# [TASK DETAILS]
Look through the entries below. Report each line that has the word "Greenfield" in it.

# # # # #

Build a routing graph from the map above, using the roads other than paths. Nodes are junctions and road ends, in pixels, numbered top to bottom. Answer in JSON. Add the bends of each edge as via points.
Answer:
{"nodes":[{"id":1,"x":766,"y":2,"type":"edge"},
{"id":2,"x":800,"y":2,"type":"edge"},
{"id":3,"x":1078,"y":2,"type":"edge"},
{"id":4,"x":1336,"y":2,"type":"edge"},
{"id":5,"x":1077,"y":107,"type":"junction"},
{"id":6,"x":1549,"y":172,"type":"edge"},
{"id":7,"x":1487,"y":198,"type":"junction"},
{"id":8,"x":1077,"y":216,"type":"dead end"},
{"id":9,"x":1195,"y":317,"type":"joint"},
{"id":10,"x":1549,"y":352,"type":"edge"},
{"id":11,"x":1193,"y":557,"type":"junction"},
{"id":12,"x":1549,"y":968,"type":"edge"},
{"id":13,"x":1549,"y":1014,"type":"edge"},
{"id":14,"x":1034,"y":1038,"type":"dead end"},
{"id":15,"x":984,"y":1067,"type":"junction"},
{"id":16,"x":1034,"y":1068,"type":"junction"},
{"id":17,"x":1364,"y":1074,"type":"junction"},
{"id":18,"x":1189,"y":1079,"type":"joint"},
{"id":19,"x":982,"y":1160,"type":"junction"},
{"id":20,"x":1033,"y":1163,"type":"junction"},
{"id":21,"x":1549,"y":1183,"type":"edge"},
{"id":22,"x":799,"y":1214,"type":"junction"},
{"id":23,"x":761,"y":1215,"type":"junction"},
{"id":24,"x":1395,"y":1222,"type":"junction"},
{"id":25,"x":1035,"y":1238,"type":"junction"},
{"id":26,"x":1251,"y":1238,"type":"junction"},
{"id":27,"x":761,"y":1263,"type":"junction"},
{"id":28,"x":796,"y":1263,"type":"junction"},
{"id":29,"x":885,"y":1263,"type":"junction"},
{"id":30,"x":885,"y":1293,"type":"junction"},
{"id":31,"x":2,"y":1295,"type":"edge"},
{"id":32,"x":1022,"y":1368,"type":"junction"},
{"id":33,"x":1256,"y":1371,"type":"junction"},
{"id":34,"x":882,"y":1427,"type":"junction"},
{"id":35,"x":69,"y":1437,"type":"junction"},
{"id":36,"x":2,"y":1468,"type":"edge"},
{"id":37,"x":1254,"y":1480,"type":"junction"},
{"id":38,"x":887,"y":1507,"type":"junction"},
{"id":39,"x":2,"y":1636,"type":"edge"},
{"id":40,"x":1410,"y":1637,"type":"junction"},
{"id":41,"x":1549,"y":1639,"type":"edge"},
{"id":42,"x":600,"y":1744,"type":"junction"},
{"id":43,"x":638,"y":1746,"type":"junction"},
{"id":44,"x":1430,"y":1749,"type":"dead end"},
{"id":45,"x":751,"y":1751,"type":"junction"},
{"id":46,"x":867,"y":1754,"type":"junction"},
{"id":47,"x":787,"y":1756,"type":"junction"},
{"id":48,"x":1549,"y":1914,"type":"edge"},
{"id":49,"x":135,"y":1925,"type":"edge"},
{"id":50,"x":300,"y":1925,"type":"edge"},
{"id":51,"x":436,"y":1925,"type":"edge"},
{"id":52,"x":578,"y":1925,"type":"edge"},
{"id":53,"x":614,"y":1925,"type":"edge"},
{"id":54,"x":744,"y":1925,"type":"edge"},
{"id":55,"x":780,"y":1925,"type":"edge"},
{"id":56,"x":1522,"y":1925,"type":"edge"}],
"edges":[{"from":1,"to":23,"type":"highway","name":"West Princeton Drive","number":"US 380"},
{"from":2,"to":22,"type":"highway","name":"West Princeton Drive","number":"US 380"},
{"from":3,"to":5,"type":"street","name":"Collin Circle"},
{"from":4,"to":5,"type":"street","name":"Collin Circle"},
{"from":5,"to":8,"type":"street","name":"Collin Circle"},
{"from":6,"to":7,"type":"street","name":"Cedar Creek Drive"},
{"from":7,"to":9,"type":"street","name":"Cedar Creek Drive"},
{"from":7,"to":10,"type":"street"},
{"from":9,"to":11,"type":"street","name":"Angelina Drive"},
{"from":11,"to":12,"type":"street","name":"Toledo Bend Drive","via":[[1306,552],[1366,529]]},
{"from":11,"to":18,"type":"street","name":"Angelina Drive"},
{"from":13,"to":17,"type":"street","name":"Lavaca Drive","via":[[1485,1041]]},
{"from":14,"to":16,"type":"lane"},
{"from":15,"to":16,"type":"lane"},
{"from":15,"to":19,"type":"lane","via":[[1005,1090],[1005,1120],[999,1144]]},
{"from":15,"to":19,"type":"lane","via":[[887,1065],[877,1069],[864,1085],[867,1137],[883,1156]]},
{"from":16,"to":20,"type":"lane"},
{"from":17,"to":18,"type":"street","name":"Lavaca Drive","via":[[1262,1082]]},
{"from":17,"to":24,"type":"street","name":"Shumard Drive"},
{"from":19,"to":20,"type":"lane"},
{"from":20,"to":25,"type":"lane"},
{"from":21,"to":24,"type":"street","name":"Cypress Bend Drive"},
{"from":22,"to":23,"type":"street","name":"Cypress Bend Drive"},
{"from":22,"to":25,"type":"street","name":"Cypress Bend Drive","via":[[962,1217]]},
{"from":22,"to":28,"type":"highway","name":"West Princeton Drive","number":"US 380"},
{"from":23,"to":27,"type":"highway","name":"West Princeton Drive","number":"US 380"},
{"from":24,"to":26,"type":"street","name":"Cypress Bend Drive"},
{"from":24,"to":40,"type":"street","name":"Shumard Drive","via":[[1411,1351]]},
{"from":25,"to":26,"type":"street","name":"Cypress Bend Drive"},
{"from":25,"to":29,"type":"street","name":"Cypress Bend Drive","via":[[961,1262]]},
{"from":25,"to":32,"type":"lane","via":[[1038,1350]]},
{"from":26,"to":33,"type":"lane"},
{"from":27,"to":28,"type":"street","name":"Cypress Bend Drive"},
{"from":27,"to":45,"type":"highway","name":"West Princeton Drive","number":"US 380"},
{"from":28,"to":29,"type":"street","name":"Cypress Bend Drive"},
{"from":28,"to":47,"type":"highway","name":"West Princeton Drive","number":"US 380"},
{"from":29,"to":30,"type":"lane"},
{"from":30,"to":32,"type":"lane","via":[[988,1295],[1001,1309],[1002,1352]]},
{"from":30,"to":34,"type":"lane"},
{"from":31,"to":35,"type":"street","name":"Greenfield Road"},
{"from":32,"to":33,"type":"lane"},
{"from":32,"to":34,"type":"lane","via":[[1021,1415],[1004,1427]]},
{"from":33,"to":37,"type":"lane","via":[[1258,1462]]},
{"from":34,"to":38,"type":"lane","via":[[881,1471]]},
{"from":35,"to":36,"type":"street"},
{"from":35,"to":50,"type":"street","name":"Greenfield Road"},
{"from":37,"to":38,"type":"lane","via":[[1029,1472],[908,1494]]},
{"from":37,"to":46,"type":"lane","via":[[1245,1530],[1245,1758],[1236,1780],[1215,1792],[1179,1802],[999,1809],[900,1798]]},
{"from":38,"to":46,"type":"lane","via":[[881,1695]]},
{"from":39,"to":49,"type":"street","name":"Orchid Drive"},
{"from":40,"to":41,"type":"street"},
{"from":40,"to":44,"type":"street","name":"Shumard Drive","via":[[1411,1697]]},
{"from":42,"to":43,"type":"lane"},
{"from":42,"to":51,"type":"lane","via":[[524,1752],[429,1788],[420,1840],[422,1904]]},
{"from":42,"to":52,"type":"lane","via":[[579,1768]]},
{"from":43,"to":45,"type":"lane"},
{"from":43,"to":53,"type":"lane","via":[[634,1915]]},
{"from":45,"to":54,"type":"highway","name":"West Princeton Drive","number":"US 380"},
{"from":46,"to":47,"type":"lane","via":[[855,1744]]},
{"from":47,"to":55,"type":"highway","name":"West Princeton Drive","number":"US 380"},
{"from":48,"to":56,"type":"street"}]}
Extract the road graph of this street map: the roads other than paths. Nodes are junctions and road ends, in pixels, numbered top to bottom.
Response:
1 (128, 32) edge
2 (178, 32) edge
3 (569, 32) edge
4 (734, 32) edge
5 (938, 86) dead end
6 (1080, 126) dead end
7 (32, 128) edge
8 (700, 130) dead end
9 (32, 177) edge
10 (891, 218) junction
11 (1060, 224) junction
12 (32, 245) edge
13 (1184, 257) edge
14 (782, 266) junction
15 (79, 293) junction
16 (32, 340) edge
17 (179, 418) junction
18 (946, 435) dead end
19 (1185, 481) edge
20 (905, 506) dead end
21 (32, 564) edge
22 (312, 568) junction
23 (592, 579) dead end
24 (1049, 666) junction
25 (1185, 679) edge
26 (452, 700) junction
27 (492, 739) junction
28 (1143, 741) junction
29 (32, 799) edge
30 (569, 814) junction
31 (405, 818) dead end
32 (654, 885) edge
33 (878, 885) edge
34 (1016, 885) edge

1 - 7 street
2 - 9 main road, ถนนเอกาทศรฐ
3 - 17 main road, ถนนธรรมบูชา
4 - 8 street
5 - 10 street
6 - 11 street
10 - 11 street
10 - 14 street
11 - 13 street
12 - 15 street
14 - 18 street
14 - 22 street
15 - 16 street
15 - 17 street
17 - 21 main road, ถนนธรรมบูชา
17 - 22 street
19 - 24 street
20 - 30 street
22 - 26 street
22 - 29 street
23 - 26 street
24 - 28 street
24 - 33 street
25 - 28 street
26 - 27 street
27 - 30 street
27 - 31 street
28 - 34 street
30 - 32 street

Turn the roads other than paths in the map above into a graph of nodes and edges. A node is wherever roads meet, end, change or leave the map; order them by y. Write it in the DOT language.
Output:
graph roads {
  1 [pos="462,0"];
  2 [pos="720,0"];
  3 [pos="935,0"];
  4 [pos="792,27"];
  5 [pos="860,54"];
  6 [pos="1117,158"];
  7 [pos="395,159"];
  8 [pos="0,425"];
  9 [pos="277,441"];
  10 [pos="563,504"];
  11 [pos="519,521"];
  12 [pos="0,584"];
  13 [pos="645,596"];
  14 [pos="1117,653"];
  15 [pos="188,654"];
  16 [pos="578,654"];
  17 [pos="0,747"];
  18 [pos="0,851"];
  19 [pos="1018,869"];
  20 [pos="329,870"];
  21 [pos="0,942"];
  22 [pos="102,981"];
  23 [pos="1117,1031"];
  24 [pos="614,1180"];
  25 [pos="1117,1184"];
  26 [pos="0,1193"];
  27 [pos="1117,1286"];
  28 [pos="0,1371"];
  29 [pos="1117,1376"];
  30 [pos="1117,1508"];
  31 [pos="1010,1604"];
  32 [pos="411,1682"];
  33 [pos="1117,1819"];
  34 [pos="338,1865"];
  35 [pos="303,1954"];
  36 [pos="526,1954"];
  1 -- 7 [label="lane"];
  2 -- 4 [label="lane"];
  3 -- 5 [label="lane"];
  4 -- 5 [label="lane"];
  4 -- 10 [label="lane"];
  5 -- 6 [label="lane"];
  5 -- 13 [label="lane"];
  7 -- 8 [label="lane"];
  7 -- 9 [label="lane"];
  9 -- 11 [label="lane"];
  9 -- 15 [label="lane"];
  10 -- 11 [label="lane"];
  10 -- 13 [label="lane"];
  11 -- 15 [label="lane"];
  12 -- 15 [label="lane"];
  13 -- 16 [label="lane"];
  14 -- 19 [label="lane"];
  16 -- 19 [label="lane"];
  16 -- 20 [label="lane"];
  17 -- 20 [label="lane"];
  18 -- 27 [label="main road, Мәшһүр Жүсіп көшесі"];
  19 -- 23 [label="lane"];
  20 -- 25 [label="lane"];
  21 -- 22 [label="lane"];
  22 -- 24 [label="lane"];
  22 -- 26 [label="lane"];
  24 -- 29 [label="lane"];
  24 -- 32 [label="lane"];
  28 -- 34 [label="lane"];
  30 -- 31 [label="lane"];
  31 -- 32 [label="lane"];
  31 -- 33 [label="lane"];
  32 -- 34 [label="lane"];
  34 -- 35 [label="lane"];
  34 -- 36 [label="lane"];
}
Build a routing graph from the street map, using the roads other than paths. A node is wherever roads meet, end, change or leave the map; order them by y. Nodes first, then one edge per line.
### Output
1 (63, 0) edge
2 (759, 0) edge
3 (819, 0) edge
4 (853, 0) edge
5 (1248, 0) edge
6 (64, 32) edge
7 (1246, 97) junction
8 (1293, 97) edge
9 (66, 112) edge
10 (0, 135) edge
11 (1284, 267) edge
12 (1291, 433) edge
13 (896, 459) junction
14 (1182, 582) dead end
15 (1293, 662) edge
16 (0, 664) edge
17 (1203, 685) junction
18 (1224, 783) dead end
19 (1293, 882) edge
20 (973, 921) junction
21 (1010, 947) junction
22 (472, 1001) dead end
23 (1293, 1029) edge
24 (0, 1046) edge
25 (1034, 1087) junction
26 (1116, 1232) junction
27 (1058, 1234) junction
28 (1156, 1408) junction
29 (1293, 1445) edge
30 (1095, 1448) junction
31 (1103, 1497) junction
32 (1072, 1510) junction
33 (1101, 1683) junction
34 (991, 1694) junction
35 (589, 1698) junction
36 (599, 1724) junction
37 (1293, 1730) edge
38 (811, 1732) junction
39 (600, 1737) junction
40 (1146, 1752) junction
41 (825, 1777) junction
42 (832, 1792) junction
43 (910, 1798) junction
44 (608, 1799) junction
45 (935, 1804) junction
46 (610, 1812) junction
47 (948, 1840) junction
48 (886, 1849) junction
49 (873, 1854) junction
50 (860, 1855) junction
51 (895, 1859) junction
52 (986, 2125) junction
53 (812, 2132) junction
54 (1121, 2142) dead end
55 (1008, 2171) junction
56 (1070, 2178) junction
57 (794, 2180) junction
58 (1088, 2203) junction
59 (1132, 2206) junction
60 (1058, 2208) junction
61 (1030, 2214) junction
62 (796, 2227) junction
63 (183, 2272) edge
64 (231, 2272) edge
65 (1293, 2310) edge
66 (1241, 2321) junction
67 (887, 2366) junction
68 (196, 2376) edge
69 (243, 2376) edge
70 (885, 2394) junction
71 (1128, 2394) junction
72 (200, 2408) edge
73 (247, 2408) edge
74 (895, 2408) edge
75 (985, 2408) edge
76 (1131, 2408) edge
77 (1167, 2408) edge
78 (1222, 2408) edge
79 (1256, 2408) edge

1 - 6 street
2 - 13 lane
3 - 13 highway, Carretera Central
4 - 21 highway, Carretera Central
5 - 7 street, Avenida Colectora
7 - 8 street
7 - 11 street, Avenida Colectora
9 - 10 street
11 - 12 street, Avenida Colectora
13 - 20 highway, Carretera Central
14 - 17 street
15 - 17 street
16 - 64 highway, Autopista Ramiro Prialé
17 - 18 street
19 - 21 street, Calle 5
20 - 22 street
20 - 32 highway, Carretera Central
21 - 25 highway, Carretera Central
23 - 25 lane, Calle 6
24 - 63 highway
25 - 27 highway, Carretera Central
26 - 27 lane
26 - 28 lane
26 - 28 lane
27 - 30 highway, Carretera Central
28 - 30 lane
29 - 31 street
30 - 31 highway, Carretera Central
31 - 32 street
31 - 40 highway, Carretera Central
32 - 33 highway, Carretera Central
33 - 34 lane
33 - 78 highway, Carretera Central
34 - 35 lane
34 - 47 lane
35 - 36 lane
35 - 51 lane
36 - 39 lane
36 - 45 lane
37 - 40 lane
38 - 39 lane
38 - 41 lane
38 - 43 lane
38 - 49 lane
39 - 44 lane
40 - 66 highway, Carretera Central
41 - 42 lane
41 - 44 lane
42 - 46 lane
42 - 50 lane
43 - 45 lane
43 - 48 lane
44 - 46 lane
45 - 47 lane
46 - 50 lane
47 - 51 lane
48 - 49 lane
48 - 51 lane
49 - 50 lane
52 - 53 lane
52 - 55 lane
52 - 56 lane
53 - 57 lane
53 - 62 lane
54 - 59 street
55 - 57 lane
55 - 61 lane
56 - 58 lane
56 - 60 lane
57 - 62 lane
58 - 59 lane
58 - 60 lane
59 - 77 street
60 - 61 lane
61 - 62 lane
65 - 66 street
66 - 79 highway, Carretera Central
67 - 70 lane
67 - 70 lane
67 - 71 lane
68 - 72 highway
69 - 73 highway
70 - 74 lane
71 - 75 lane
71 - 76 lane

# # # # #

# [WRITTEN RESPONSE]
{"from":31,"to":35,"type":"street","name":"Greenfield Road"},
{"from":35,"to":50,"type":"street","name":"Greenfield Road"},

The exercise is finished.